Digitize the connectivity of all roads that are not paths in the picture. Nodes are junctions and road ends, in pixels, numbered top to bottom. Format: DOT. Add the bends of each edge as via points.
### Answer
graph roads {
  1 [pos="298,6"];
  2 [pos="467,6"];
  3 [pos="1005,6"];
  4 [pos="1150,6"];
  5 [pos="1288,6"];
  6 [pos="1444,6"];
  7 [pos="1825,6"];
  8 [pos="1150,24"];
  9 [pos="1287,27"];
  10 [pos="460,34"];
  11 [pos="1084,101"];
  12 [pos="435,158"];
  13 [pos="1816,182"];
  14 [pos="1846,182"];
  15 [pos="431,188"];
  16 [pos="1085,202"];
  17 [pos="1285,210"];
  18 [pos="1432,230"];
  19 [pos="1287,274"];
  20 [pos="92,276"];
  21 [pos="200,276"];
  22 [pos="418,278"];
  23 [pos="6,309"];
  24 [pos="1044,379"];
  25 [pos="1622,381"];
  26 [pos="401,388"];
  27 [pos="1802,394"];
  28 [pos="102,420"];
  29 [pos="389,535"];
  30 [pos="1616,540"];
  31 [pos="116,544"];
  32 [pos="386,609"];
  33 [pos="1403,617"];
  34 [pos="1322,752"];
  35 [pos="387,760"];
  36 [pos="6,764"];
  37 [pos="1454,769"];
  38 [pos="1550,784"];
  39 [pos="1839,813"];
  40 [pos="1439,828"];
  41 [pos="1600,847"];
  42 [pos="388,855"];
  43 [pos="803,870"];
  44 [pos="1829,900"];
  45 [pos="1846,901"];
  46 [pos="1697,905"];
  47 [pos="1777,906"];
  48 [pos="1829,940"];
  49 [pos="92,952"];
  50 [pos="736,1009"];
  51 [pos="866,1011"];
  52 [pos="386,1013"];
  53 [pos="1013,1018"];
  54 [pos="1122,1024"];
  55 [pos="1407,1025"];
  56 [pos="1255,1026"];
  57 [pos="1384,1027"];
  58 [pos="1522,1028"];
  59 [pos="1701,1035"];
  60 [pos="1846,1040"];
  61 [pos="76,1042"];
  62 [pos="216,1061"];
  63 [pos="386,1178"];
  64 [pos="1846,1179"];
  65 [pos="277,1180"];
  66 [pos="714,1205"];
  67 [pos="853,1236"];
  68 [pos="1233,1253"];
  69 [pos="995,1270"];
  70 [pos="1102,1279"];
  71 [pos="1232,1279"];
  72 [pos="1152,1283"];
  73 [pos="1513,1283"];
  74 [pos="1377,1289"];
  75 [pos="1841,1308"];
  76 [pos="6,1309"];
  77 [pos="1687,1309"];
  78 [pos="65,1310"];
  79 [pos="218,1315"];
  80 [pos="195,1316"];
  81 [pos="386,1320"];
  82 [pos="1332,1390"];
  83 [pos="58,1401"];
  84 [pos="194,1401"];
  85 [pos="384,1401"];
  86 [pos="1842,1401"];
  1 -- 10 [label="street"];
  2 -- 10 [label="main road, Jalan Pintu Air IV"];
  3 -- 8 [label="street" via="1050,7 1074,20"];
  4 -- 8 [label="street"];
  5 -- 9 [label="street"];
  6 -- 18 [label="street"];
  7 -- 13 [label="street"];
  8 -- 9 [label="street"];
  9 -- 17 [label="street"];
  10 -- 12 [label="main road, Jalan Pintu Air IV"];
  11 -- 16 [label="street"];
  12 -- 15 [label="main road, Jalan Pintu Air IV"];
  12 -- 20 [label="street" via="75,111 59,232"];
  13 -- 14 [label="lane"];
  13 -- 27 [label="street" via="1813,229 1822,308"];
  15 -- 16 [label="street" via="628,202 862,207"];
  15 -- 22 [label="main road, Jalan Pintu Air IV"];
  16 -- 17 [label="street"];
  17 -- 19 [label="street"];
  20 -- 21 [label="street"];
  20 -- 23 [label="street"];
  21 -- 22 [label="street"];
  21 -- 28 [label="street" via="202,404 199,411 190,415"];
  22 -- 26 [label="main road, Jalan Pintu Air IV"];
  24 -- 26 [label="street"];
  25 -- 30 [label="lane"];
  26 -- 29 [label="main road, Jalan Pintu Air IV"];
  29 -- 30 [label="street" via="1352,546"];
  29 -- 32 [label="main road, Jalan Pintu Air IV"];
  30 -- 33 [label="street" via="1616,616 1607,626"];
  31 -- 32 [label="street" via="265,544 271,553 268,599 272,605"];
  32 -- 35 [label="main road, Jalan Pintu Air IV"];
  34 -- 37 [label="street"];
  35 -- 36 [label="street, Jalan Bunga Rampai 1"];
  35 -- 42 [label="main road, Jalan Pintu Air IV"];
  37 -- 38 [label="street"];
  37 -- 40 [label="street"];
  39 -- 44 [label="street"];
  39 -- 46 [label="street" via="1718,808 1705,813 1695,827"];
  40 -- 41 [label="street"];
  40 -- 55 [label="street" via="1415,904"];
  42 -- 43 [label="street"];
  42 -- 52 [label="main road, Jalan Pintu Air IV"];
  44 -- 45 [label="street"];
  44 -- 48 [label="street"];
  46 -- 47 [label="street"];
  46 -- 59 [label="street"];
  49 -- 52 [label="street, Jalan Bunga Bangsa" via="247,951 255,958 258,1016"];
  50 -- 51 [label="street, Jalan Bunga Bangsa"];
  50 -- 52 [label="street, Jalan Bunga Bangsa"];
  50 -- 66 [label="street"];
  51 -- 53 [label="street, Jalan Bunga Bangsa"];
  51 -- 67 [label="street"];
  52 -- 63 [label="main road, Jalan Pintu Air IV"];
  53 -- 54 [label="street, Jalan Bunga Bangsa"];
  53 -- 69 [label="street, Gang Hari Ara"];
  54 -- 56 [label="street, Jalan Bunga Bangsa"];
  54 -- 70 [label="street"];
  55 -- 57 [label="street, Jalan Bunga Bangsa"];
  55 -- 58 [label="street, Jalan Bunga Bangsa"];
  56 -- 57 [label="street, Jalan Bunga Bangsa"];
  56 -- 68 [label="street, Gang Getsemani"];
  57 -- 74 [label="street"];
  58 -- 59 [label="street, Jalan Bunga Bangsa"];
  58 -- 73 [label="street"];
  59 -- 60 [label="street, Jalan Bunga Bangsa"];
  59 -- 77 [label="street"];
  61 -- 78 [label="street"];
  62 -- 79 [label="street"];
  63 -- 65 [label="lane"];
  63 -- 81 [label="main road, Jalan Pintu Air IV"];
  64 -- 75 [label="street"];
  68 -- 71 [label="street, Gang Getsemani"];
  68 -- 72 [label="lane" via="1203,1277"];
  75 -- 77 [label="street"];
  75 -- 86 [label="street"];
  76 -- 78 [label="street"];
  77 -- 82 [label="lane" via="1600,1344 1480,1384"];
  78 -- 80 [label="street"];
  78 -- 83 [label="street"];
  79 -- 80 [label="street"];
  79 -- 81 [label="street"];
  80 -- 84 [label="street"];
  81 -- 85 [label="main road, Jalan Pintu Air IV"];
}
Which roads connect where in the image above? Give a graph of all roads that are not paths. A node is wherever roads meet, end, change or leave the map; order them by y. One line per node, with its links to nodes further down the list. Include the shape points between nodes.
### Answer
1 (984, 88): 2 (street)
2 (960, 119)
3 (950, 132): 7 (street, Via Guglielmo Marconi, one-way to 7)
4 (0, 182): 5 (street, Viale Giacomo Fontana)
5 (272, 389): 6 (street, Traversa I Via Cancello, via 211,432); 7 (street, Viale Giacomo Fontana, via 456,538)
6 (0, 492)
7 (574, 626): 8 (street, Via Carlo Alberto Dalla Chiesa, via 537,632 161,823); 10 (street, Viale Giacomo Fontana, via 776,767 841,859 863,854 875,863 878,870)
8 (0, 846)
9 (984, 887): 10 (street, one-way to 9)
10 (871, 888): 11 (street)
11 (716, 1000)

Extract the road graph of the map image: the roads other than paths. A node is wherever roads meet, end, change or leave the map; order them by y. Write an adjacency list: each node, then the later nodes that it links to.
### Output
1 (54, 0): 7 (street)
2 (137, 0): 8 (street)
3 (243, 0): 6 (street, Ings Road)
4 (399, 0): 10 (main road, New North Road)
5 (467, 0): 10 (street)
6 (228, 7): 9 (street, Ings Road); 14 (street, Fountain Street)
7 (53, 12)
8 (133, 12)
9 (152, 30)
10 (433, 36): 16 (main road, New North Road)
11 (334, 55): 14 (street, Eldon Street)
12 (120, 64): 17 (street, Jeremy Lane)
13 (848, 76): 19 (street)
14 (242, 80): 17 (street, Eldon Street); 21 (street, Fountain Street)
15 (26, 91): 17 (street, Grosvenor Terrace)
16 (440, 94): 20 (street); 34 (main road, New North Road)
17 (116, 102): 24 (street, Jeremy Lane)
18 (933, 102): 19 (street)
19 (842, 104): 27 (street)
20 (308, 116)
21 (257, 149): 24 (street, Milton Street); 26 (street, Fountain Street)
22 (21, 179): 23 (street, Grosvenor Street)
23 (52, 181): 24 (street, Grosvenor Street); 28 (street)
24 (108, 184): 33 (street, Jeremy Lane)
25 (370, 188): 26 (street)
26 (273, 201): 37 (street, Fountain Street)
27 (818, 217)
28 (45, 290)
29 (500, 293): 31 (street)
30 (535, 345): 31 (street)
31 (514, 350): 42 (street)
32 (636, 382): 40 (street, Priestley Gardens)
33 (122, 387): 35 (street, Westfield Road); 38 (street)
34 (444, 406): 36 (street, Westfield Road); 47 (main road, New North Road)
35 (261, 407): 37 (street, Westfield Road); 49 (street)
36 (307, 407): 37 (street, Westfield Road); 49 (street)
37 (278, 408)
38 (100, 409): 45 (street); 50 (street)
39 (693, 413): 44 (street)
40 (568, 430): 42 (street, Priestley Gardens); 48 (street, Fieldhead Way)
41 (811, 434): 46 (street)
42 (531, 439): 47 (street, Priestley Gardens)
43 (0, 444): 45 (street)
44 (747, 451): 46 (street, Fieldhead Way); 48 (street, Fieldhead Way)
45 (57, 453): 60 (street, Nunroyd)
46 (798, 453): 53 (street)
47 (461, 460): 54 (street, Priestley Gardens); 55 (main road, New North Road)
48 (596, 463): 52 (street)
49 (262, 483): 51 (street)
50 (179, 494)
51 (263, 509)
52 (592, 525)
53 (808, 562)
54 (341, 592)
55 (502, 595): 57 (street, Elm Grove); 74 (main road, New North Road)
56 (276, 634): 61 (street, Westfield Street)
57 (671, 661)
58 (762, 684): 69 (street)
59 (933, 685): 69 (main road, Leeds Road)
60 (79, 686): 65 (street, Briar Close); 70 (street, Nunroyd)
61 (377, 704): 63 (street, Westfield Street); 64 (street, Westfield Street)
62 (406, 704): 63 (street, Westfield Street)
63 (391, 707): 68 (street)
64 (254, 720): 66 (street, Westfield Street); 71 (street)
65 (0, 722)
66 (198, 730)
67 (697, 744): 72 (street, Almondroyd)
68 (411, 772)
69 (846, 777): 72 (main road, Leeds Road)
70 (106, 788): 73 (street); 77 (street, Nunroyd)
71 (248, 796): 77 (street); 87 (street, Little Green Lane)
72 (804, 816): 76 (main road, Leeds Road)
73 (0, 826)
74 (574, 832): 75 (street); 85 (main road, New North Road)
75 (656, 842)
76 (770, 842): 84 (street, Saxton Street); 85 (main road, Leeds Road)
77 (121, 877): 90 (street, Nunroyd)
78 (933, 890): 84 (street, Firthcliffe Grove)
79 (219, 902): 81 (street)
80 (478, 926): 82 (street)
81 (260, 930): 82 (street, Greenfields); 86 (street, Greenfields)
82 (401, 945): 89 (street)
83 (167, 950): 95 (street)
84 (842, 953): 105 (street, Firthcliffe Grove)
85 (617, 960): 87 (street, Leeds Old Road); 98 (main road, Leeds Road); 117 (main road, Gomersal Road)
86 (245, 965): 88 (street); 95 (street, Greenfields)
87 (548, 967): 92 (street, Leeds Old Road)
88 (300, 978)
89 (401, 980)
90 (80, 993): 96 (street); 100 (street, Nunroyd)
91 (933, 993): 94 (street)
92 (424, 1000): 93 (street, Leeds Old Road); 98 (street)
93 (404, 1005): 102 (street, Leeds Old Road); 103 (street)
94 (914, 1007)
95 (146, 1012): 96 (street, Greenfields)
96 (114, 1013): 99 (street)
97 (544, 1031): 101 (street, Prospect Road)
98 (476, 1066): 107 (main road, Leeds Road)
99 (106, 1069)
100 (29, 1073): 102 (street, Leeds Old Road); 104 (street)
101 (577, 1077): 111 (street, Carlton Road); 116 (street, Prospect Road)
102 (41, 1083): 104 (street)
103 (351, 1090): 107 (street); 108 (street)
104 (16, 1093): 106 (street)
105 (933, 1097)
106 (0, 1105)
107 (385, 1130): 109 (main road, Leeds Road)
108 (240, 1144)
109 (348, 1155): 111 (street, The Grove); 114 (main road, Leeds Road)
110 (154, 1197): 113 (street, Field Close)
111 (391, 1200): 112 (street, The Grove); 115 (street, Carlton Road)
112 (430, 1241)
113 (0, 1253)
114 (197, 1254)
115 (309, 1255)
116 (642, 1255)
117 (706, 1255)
━━━━━━━━━━━━━━━━━━━━
* WORK REQUIRED *
From the material above, set down exactly the lines starting at the one with "Which roads connect" and ending at the one with "Extract the road", end lines included.

* RESPONSE TO THIS TASK *
Which roads connect where in the image above? Give a graph of all roads that are not paths. A node is wherever roads meet, end, change or leave the map; order them by y. One line per node, with its links to nodes further down the list. Include the shape points between nodes.
### Answer
1 (984, 88): 2 (street)
2 (960, 119)
3 (950, 132): 7 (street, Via Guglielmo Marconi, one-way to 7)
4 (0, 182): 5 (street, Viale Giacomo Fontana)
5 (272, 389): 6 (street, Traversa I Via Cancello, via 211,432); 7 (street, Viale Giacomo Fontana, via 456,538)
6 (0, 492)
7 (574, 626): 8 (street, Via Carlo Alberto Dalla Chiesa, via 537,632 161,823); 10 (street, Viale Giacomo Fontana, via 776,767 841,859 863,854 875,863 878,870)
8 (0, 846)
9 (984, 887): 10 (street, one-way to 9)
10 (871, 888): 11 (street)
11 (716, 1000)

Extract the road graph of the map image: the roads other than paths. A node is wherever roads meet, end, change or leave the map; order them by y. Write an adjacency list: each node, then the later nodes that it links to.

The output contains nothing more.